Ethiopia’s foreign ministry lists 2 Somali regions under category of independent countries. A deliberate decision or another blunder?
The shock revelation is certain to raise further questions about Prime Minister Abiy Ahmed’s policy toward Somalia.
By The Star Staff Writer
MOGADISHU – Just days after Ethiopia’s ministry of foreign affairs apologized for an incorrect map it posted online that showed Somalia as a part of its country, its website is curiously listing two Somali regions under the category of independent countries where Addis Ababa has full diplomatic missions, sparking alarm among Somalis that their archrival might have quietly recognized two new entities along the national government.
It’s far from clear whether the insertion of Ethiopian consular offices in the northern cities of Garowe and Hargeisa among the list of Addis Ababa’s foreign missions abroad is a deliberate decision by the ministry or another blunder. Ethiopia is known to maintain warm ties with Somali regional administrations, but made no official pronouncements recognizing any of them as independent state.
Late last year, President Mohamed Abdullahi Mohamed “Farmajo” for the first time publicly said that Ethiopia and Kenya had directly interfered in the internal affairs of his nation and demanded the two neighboring countries treat Somalia as an “equal” partner.
The leaders of Somalia, Ethiopia and Eritrea had in a joint statement last year “stressed the importance of respecting the sovereignty, territorial integrity and political independence of Somalia as well as their firm support for the Somali people and the federal government of Somalia and all its institutions.”
While the administrations in Garowe and Hargeisa – which call themselves Puntland and Somaliland respectively — appeared alongside Rwanda, Nigeria, South Africa and Somalia, yet the Ethiopian missions in them were the only ones with no functioning websites.
However, the shock revelation is certain to raise further questions about Prime Minister Abiy Ahmed’s policy toward Somalia, especially after he promised to open a new chapter in relations between the two neighboring countries. It will also dent Ahmed’s carefully crafted regional image as a peacemaker who ended a two-decade-long deadlock with Eritrea.
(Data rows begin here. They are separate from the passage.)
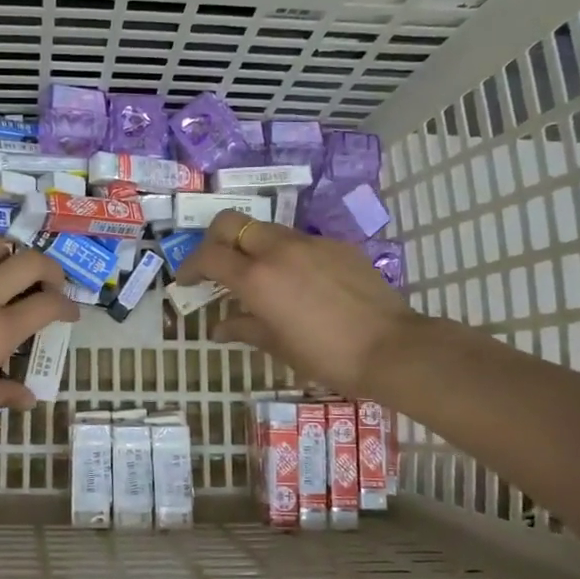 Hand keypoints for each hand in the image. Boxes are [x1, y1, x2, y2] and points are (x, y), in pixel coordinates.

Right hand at [178, 210, 412, 398]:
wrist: (393, 348)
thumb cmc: (327, 355)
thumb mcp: (278, 346)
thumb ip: (243, 328)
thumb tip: (218, 328)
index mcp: (257, 278)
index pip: (209, 256)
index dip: (190, 266)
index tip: (186, 281)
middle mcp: (279, 250)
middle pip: (232, 222)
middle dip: (214, 239)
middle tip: (216, 265)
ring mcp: (311, 243)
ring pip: (267, 229)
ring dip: (252, 246)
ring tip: (258, 276)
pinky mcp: (338, 246)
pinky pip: (300, 242)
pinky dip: (286, 255)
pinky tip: (299, 283) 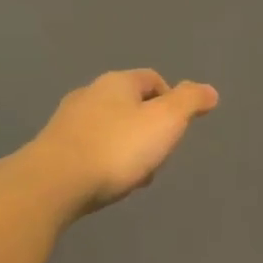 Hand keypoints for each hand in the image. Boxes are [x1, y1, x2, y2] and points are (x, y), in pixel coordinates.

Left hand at [11, 69, 218, 219]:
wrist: (54, 182)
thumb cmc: (117, 148)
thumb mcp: (166, 121)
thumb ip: (190, 102)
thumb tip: (209, 90)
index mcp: (118, 82)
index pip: (152, 79)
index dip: (171, 100)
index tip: (178, 129)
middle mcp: (90, 93)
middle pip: (130, 105)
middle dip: (148, 128)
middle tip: (158, 156)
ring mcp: (67, 120)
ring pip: (109, 128)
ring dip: (126, 147)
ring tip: (134, 175)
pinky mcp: (53, 147)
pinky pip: (89, 149)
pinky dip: (104, 160)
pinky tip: (107, 182) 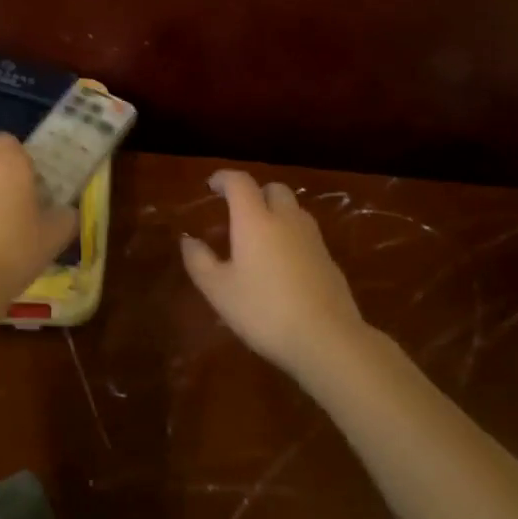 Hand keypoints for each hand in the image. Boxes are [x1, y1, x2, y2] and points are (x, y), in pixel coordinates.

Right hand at [180, 170, 367, 377]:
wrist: (328, 340)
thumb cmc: (264, 311)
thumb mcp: (219, 291)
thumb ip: (199, 261)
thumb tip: (188, 240)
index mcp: (255, 220)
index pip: (240, 182)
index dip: (224, 178)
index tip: (212, 186)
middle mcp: (286, 219)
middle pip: (273, 189)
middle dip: (255, 193)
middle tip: (238, 213)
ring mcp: (312, 238)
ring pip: (293, 210)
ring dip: (276, 213)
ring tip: (260, 238)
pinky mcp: (329, 260)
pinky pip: (306, 234)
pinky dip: (291, 236)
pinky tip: (283, 265) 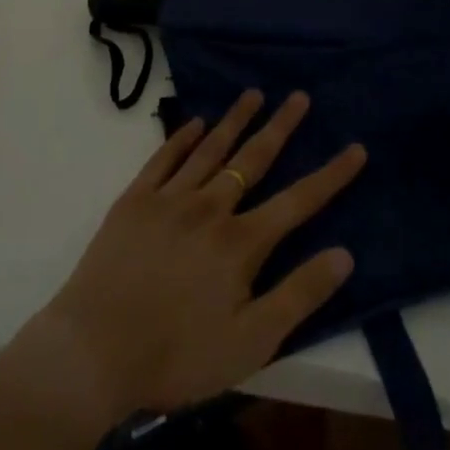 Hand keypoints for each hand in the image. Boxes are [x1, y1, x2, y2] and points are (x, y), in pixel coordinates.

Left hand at [22, 90, 364, 424]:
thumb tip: (344, 254)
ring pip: (211, 149)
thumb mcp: (251, 342)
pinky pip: (164, 158)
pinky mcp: (135, 201)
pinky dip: (182, 137)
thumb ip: (299, 295)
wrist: (94, 350)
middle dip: (281, 126)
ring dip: (235, 119)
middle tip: (299, 96)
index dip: (331, 175)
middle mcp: (210, 208)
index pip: (298, 201)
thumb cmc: (178, 355)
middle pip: (254, 159)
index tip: (356, 148)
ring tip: (254, 94)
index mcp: (241, 242)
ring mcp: (170, 199)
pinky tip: (194, 122) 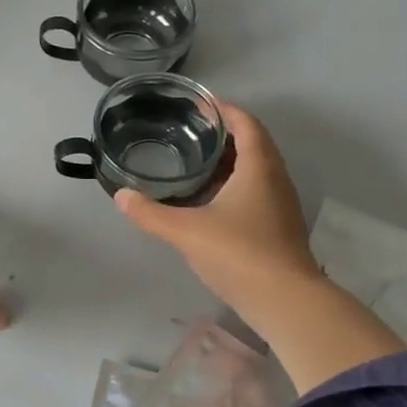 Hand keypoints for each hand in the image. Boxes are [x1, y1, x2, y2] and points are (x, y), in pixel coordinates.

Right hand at [115, 105, 402, 391]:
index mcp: (259, 167)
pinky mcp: (279, 227)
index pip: (246, 123)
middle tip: (190, 131)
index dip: (225, 109)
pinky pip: (256, 191)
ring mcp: (280, 204)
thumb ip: (150, 213)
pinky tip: (209, 200)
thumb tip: (120, 196)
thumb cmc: (239, 254)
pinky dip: (234, 185)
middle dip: (224, 134)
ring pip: (256, 169)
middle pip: (254, 143)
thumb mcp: (186, 231)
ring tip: (195, 161)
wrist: (285, 301)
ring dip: (230, 161)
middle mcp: (275, 178)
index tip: (200, 104) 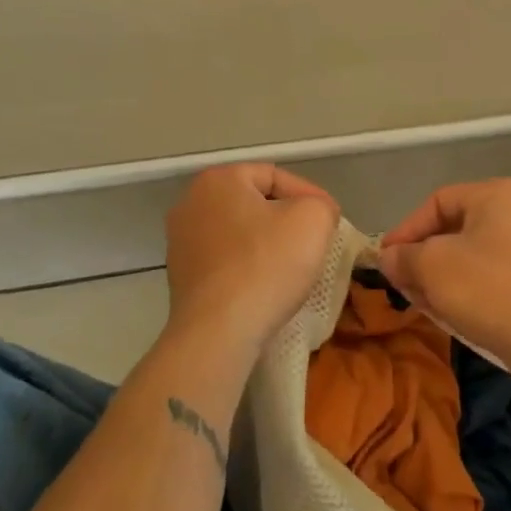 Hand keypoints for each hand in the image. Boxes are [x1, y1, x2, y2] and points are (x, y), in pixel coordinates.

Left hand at [164, 163, 339, 353]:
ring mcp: (180, 243)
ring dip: (267, 246)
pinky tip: (266, 288)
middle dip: (286, 220)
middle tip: (314, 241)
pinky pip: (226, 262)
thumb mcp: (313, 219)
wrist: (219, 333)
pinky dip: (248, 269)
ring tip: (294, 267)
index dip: (309, 196)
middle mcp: (190, 203)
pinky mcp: (180, 278)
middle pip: (255, 204)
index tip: (330, 222)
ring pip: (240, 234)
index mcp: (218, 179)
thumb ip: (320, 204)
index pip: (275, 176)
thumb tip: (316, 213)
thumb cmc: (266, 265)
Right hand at [378, 178, 510, 384]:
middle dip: (421, 259)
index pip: (436, 203)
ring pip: (468, 258)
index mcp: (493, 195)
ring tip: (420, 303)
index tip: (386, 259)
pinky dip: (464, 292)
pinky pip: (488, 280)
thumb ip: (404, 257)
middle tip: (401, 284)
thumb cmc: (488, 286)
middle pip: (452, 231)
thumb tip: (388, 258)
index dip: (406, 230)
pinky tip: (449, 315)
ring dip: (439, 279)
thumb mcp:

A Somali source told The Somalia Star that the once blossoming ties between President Farmajo and Ethiopian Prime Minister Ahmed have in recent months grown strained after the Somali leader expressed reservations about a last year agreement that allowed Ethiopia to invest in four Somali seaports.
In its Sunday apology, the Ethiopian ministry claimed that the incorrect African map that added Somalia to Ethiopia and omitted several other countries had “crept in on” the ministry’s website. The Ethiopian “clarification” said the ministry’s information and communications technology team was “working to ensure the security” of the site.
The African map was a cause for alarm in Somalia, where Ethiopia is loathed and its actions and statements about the Horn of Africa nation are easily interpreted as a casus belli.
Under the headline “African Countries”, the map — which was later taken down and replaced with the correct one — spelled out the names of African nations except Somalia and several others. It also seemed to recognize the northwestern Somali region of Somaliland as an independent country.
The Somali government is yet to comment on the Ethiopian ministry’s post.
On Sunday, Somalis expressed anger, disbelief and shock over the Ethiopian map, with one lawmaker calling it “an act of aggression” and an analyst saying it laid bare Addis Ababa’s “expansionist tendencies and colonialist mentality.”
The Ethiopian ministry initially seemed to cover up its blunder by replacing the wrong map with another that included Somalia and other countries whose names were left out in the original map.
The ministry didn’t say how did the incorrect map appear on its website. Nor did it elaborate on how long it has been there.